WHAT YOU WILL DO:
Would you please copy each line below that includes the string "Annotation"?

━━ GIVEN INFORMATION ━━

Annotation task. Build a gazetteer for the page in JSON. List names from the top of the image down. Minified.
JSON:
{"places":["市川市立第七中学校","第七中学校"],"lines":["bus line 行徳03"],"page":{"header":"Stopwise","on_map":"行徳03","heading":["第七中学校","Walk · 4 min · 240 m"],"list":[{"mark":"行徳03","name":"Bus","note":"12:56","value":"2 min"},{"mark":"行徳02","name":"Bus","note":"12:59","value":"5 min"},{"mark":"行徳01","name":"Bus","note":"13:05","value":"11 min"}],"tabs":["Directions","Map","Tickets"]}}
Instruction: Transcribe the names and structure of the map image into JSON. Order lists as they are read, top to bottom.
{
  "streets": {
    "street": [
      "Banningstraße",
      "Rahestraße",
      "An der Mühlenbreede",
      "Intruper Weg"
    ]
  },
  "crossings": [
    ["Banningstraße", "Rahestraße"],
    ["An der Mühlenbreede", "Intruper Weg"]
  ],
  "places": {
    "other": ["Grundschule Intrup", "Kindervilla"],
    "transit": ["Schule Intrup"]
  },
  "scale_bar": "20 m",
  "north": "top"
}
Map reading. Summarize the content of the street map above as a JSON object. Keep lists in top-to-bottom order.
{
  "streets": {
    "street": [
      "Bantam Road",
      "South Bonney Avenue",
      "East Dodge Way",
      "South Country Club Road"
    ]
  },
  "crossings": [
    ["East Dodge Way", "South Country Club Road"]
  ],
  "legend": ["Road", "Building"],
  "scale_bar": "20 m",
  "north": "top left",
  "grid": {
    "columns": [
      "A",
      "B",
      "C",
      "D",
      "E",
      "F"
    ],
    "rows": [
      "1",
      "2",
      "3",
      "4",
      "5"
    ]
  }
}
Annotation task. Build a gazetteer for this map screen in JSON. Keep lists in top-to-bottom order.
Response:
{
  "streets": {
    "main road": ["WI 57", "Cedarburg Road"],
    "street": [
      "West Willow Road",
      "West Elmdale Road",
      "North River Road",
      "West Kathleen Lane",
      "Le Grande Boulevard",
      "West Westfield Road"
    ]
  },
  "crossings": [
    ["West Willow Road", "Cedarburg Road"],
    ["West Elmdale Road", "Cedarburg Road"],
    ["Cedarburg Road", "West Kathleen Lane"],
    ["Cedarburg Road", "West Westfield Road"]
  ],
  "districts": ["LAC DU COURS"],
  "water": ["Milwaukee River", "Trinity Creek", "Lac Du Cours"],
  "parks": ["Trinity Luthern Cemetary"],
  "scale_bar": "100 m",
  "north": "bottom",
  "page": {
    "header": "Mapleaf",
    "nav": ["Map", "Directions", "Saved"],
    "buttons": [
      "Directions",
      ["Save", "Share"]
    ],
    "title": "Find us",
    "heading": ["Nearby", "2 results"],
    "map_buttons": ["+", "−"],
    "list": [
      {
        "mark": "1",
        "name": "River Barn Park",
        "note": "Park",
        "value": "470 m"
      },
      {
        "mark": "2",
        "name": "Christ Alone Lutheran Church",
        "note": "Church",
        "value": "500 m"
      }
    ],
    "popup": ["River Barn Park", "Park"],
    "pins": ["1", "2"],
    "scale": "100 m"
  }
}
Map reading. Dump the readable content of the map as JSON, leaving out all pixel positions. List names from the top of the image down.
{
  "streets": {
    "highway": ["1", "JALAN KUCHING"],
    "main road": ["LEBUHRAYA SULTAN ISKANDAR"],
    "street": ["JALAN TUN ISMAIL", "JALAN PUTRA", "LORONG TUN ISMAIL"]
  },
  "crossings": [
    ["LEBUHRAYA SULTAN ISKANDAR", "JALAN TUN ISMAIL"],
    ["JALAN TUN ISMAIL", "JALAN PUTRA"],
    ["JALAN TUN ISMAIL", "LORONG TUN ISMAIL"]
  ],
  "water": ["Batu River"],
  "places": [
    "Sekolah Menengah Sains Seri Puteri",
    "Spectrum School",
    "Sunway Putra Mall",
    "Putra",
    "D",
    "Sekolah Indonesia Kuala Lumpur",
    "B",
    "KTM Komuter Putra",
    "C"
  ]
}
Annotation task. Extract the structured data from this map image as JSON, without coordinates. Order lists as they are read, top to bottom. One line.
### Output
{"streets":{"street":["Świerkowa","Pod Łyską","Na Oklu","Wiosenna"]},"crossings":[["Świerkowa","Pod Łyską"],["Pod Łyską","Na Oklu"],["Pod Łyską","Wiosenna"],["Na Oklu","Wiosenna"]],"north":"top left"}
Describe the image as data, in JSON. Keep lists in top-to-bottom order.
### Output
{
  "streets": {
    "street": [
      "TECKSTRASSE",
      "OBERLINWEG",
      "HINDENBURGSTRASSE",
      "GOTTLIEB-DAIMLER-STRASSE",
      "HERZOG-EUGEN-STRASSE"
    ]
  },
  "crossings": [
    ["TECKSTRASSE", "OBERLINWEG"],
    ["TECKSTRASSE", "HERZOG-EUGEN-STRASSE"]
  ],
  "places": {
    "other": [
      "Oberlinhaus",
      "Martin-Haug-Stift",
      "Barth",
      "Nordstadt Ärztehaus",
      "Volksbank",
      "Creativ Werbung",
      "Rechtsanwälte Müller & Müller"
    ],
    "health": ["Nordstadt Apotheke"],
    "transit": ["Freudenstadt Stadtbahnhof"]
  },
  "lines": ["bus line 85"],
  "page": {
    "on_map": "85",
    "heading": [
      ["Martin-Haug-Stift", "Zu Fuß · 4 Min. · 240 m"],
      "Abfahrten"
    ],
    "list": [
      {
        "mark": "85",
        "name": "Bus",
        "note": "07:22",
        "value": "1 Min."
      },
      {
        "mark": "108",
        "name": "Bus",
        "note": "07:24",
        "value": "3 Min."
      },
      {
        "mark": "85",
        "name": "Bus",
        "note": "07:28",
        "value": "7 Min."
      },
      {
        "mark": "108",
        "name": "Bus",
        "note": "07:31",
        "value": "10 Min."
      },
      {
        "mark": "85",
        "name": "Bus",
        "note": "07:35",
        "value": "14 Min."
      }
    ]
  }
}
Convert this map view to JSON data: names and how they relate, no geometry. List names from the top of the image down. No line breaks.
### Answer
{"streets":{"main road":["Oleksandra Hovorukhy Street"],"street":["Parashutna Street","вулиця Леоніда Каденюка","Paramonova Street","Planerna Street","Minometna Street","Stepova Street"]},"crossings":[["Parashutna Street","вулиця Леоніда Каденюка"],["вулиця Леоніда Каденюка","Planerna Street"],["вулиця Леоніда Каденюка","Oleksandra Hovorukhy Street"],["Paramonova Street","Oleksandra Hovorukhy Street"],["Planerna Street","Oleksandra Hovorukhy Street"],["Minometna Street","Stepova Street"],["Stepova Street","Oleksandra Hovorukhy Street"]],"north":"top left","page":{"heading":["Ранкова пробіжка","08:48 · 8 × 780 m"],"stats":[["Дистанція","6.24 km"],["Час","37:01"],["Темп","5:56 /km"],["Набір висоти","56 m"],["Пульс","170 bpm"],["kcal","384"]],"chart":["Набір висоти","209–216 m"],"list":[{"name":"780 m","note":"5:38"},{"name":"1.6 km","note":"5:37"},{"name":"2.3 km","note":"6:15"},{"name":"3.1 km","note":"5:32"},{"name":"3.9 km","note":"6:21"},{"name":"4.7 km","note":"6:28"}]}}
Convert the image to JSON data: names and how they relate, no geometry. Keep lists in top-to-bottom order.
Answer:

━━━

TASK RESULT:
Annotation task. Build a gazetteer for the page in JSON. List names from the top of the image down. Minified.
Annotation task. Build a gazetteer for this map screen in JSON. Keep lists in top-to-bottom order.
Annotation task. Extract the structured data from this map image as JSON, without coordinates. Order lists as they are read, top to bottom. One line.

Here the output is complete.